I think this will be a lot easier to discern when being debugged. I’m curious what offset this takes at runtime. What’s also happening here is that you can see the pointer at EAX+4 being set to the location 405028, which contains some code related to calling an unhandled exception filter.

The next call after these branches is to 405174, where the code starts to get busier. A bunch of things are pushed onto the stack, and then we see that the double word at 4977D0 (which we saw had something put into it earlier, during the execution of subroutine 4051DC) is put into EAX and then this is TESTed. If the contents of dword_4977D0 is equal to 0, then we jump to the end of this subroutine and we return. Otherwise, execution continues and we hit the first block of code of 405174:


We have the contents of the area pointed to at EAX being MOVed into EDI, then we can see that the target of the pointer at EAX+4 (which, currently points to that little block of code having to do with structured exception handling) is put into EAX. This then gets put into the target of var_4 and then EAX gets cleared out. We see something located at 4051C1 get pushed onto the stack – this turns out to be a single instruction, JMP sub_404B30, which contains exception handling information:


Not to go too far down this rabbit hole, there are some interesting things in this sub 404B30. One interesting thing is one branch where a subroutine at 40450C is called:


I’ve seen other examples of using “f-” instructions as part of some sort of shellcode techniques – I’m not too familiar with these instructions but my intuition is that this isn’t what’s going on here.

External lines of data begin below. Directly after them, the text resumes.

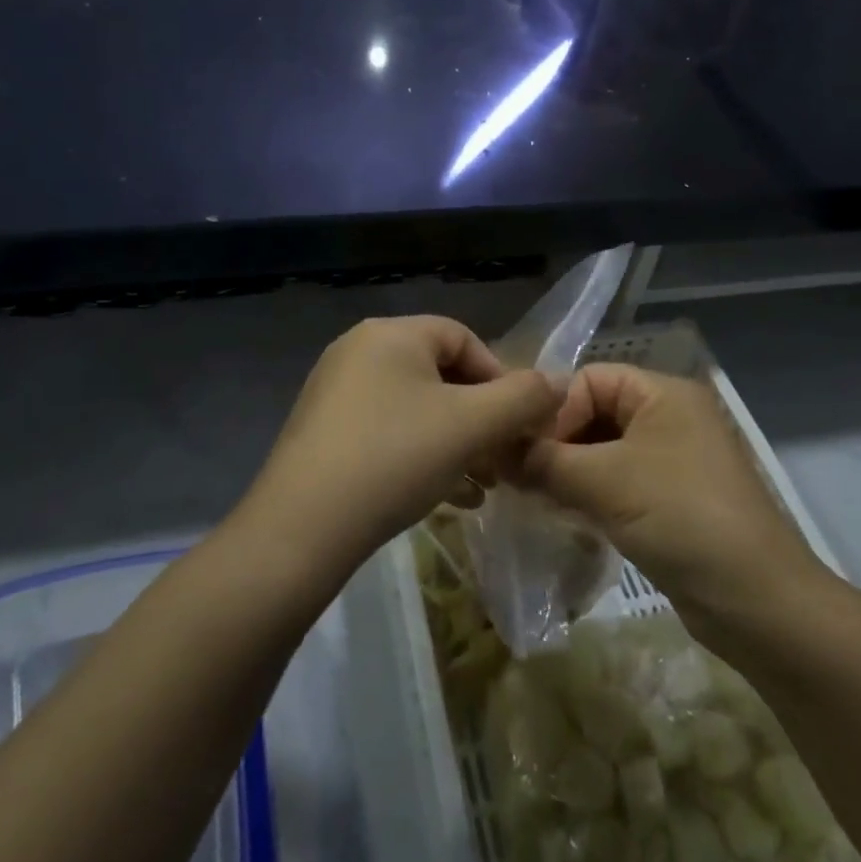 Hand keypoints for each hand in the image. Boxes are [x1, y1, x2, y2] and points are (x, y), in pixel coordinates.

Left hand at [241, 316, 564, 576]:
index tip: (519, 423)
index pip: (463, 338)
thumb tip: (559, 383)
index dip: (501, 377)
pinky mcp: (323, 432)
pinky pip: (387, 432)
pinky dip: (421, 455)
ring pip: (415, 409)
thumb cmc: (394, 458)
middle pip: (439, 375)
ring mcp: (335, 392)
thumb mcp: (471, 425)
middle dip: (480, 417)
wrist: (301, 527)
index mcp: (391, 334)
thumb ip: (523, 398)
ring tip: (481, 484)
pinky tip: (444, 497)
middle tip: (503, 459)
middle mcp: (358, 351)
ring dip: (456, 442)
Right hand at [522, 364, 826, 632]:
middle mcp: (668, 417)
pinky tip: (561, 514)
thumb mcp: (606, 482)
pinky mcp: (669, 500)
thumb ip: (545, 460)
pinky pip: (616, 482)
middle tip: (517, 476)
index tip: (523, 452)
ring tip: (532, 496)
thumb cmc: (682, 519)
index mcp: (662, 393)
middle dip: (555, 442)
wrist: (758, 603)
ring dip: (566, 470)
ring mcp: (670, 461)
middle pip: (594, 413)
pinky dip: (587, 493)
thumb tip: (497, 449)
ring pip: (602, 451)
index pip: (589, 379)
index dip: (553, 410) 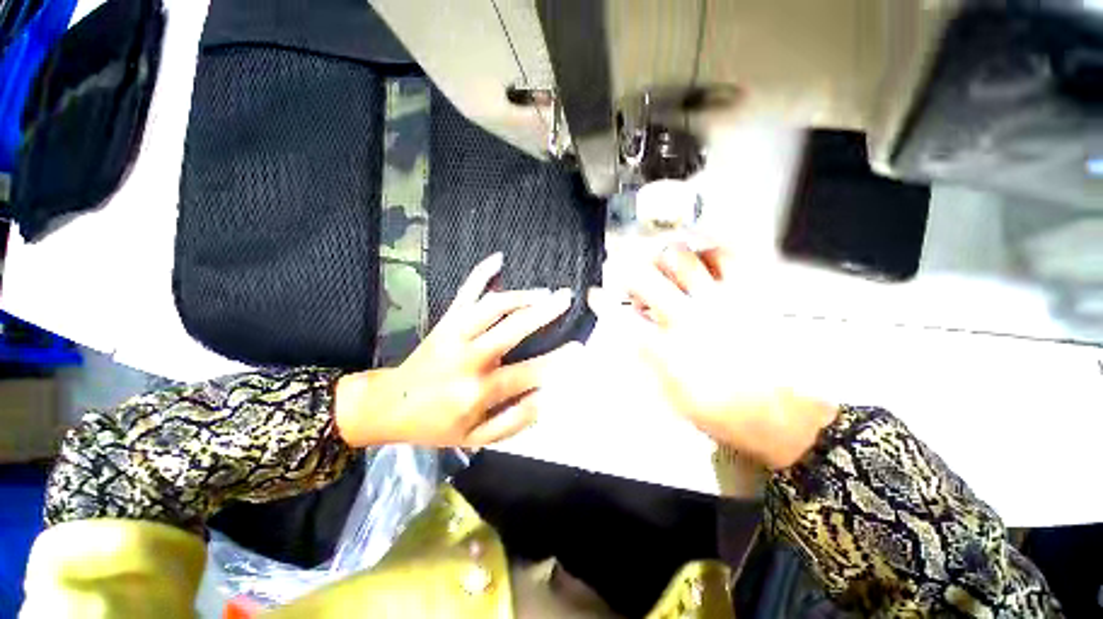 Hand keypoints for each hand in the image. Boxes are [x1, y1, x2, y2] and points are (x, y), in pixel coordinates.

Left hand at [336, 253, 578, 447]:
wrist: (390, 405)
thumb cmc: (437, 425)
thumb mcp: (477, 438)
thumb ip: (515, 421)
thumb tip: (546, 397)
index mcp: (478, 390)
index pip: (528, 373)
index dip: (558, 361)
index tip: (580, 349)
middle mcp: (468, 358)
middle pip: (512, 329)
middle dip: (543, 313)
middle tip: (566, 299)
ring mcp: (455, 334)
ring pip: (491, 306)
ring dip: (521, 296)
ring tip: (544, 291)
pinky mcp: (446, 321)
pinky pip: (464, 293)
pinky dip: (480, 273)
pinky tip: (498, 258)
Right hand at [588, 244, 837, 468]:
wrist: (778, 417)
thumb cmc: (718, 411)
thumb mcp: (667, 396)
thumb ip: (643, 360)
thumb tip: (627, 334)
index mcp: (666, 346)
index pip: (621, 317)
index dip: (602, 302)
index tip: (595, 294)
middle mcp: (688, 318)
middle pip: (644, 278)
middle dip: (623, 268)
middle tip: (619, 268)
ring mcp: (720, 302)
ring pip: (681, 258)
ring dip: (661, 259)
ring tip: (661, 267)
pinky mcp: (749, 296)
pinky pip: (726, 256)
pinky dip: (708, 250)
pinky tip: (701, 258) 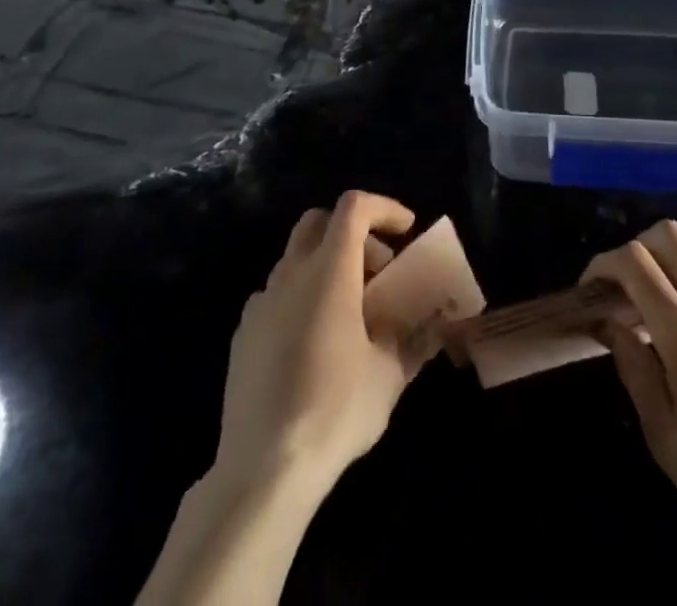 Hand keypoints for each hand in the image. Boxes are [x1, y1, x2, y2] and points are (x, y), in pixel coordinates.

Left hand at [214, 191, 421, 496]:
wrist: (262, 470)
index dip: (384, 208)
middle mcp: (291, 274)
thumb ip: (412, 339)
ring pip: (296, 257)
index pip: (354, 207)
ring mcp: (261, 302)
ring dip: (327, 265)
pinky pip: (277, 294)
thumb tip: (433, 326)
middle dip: (354, 233)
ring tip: (351, 311)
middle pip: (319, 221)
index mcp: (329, 271)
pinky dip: (302, 296)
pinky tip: (315, 341)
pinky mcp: (243, 334)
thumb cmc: (335, 410)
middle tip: (379, 270)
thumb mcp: (389, 376)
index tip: (407, 230)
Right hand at [583, 222, 676, 571]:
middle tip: (624, 286)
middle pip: (669, 235)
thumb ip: (633, 368)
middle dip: (636, 247)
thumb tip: (610, 324)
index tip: (590, 289)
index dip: (603, 263)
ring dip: (671, 253)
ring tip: (658, 292)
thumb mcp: (663, 435)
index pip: (634, 261) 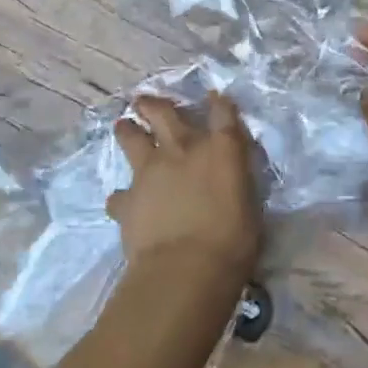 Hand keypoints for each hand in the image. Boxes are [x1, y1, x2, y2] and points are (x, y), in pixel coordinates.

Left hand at [111, 94, 259, 281]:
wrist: (184, 270)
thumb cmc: (232, 242)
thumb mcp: (249, 206)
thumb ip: (236, 183)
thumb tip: (231, 180)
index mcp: (220, 149)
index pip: (222, 112)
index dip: (219, 102)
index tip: (215, 97)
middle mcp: (182, 149)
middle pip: (162, 111)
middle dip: (152, 104)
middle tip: (144, 101)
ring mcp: (150, 172)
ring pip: (130, 138)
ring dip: (127, 131)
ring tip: (124, 128)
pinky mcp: (127, 200)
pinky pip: (118, 194)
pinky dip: (122, 198)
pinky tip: (124, 204) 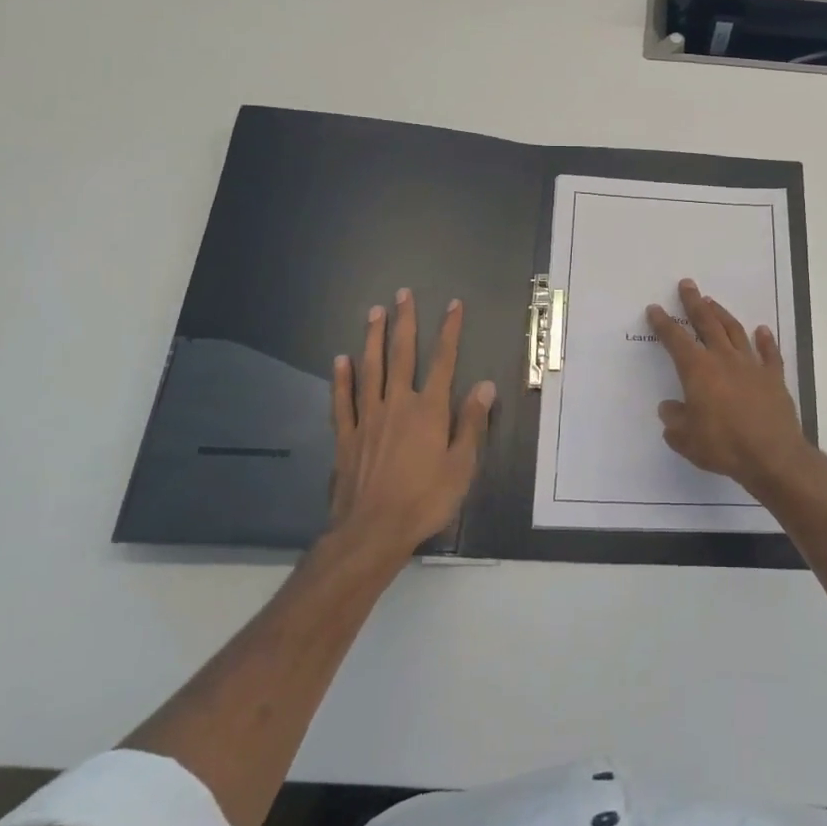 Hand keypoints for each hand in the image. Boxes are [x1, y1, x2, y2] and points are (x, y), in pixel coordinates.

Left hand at [328, 289, 494, 568]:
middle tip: (402, 294)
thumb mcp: (462, 465)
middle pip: (402, 355)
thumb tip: (485, 385)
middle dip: (404, 323)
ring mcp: (368, 418)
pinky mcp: (347, 437)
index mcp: (430, 410)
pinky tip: (341, 359)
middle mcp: (398, 405)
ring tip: (374, 312)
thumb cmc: (425, 499)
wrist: (372, 531)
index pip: (444, 361)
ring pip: (371, 369)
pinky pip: (344, 401)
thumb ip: (471, 423)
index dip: (450, 331)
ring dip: (373, 339)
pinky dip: (342, 378)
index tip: (453, 305)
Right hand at [646, 278, 815, 497]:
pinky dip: (766, 340)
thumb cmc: (723, 446)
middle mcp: (724, 360)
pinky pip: (770, 353)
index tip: (655, 308)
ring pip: (735, 332)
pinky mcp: (774, 378)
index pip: (676, 340)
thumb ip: (674, 421)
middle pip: (707, 324)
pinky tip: (762, 330)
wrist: (772, 455)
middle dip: (695, 303)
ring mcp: (752, 366)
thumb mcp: (686, 439)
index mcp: (698, 371)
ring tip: (713, 302)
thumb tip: (669, 407)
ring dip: (723, 315)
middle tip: (688, 284)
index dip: (664, 324) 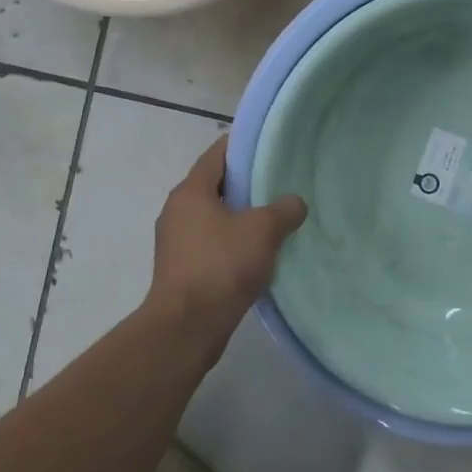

Later, after the call to 40450C, we see that something at dword 495010 is put into EDX and then EDX is TESTed to see if it contains anything – if it’s not 0, then it’s used as part of an indirect call. I couldn’t find any direct references to this double word (in terms of putting an address in there) so this is probably another thing that will have to wait until debugging. What’s interesting is that whatever is at this indirect call controls a significant portion of the remaining flow of this subroutine. If this subroutine returns 1, then the entire subroutine branches to an exit, and overall this subroutine returns 1. Otherwise, we continue to branch through these other areas related to exception handling. As part of the “failure” branch, we see a call that ultimate results in an indirect call to RaiseException:


Various other calls are there, to RtlUnwind, to the unhandled exception filters, etc. Towards the end, there is a call to 407644. Several layers deep into this sub, we find some branches related to exiting the application with an error, and writing this information to a file:


We also see that an error message can be put in a MessageBox:


Overall, we step all the way back up to where we entered these many branches, and we’re back to 48F8A0, continuing now that the malware has set up its error and exception handling mechanisms.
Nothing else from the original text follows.